Some businesses, like A&W Canada and Burger King UK, will soon be offering paper or other biodegradable options. Other companies, like Starbucks, are reducing the use of straws by offering lids designed to be used without them. Regardless of the tactic, any improvement that a large company takes is positive, as it brings awareness to this critical issue. Businesses making the decision to embrace environmentally kind practice will encourage individuals to make the same decisions in day to day life. While it would be most effective if the government banned the use of harmful materials from all businesses, it is a huge undertaking to ban the use of a day-to-day material like straws and requires dedicated voices in the community to explain the problems. Make sure you speak up and tell your local government that this is an issue that matters to you.

Some cities, like Vancouver, are implementing a complete ban on plastic straws (and other materials like styrofoam containers) in the next year. Seattle became the first major US city to ban plastic straws in bars and restaurants. This ban will only affect businesses and not home use, but that will target the majority of the use. New York is also considering a similar ban, which will fine businesses for serving beverages with any plastic based straw, only allowing biodegradable materials. Your hometown could be next! (we mean that in a good way).

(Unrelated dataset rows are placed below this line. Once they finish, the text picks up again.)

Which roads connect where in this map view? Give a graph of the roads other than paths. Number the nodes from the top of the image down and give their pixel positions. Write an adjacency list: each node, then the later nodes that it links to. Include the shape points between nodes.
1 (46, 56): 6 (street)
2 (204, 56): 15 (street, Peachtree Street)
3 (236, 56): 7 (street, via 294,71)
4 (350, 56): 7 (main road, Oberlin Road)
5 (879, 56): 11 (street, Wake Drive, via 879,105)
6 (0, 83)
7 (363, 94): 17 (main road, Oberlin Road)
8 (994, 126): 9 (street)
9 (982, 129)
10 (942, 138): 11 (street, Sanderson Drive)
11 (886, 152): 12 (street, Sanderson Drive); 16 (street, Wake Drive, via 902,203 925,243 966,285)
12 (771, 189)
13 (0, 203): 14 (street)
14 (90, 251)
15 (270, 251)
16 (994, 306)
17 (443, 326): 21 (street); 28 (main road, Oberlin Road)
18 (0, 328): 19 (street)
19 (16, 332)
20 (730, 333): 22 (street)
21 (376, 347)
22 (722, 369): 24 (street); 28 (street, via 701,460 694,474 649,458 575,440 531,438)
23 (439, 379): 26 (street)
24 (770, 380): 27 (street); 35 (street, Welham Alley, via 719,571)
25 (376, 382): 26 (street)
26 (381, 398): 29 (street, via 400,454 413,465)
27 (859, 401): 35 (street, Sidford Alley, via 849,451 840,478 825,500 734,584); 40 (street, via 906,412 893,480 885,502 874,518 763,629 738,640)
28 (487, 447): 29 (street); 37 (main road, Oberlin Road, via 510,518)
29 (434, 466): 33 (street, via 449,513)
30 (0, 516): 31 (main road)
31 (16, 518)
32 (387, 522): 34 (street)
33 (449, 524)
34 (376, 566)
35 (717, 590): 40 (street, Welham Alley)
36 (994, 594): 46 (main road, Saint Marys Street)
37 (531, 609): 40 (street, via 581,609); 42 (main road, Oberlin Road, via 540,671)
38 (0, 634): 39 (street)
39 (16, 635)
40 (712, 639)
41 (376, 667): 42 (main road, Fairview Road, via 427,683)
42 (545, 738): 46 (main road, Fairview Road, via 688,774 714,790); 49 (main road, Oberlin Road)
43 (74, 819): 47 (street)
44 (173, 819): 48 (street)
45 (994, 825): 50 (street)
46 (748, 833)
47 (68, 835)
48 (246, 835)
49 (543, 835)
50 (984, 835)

While plastic is a massive issue, the disposability of straws is another concern. Given out with every fast food beverage, cocktail, and juice box, consumers are basically instructed to throw them away after a single use! Even if we switch to a biodegradable alternative, like paper or corn (yes, corn straws are a thing!) consider the packaging and shipping required to bring boxes to each business, and the energy required to manufacture them in the first place. They are an improvement, but a bigger improvement would be to forego them all together, or at least reduce your use of them. When you do have a beverage that’s better with a straw (like this Moscow mule ice cream float) please consider a reusable option, like copper or another metal.

Going forward, instead of the usual single-use plastic version smuggled home from a local McDonald’s, consider purchasing a quality reusable straw (or several). For a limited time, Artisan’s Anvil will be giving away sets of 2 copper straws, which you can use for a wide variety of beverages, at home, or on the go! If you know you’ll be hitting up a drive-through that day, just pop a straw in your bag, and bring it home to wash later. Or, if drive-throughs and restaurants are a daily occurrence, consider storing one in your car, at work, in your bag, or in your briefcase.

Whether you win reusable straws through our website or stop using straws altogether, consider the environment, and say no to disposable plastic straws.